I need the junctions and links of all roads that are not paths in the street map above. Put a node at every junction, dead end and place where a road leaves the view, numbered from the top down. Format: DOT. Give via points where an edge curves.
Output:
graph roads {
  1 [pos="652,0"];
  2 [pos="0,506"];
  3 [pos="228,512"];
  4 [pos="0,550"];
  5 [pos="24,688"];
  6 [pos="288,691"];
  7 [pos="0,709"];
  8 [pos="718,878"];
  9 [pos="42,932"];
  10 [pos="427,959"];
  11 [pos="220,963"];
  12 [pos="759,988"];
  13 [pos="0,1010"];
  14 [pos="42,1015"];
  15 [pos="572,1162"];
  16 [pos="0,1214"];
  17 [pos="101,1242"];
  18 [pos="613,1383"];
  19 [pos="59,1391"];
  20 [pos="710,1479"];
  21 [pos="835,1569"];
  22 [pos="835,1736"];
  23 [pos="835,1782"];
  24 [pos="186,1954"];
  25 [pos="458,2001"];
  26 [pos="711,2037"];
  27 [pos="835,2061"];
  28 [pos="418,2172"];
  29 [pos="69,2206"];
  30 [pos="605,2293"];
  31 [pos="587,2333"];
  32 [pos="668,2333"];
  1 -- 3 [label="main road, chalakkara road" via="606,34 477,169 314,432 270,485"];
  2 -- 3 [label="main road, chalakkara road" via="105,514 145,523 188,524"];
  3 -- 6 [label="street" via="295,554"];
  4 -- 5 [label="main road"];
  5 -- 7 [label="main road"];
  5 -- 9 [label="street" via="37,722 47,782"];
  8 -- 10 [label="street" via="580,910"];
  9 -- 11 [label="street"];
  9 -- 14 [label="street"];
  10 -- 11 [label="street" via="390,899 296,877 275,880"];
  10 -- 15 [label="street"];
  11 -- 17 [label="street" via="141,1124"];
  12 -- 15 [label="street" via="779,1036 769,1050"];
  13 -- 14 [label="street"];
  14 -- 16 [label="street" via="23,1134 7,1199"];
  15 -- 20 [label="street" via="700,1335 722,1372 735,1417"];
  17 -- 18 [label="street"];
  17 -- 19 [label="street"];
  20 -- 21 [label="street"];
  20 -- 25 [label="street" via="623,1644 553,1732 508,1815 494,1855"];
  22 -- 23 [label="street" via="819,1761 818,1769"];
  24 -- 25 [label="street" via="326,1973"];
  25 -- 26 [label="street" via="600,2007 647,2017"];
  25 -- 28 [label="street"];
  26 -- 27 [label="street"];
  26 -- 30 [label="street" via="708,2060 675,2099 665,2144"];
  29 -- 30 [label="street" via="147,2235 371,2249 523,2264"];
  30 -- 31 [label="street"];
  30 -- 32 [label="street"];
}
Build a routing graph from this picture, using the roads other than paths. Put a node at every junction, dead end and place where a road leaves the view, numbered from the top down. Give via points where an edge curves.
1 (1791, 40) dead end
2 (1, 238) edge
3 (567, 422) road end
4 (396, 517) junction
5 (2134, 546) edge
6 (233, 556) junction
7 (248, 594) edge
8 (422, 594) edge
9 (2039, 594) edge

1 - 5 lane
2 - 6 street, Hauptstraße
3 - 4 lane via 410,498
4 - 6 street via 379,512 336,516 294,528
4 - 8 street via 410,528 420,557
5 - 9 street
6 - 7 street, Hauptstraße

| Your assignment |
Whenever a line in the entries above includes the word "graph", pull that line out.

| Response to this task |
graph roads {
Build a routing graph from this picture, using the roads other than paths. Put a node at every junction, dead end and place where a road leaves the view, numbered from the top down. Give via points where an edge curves.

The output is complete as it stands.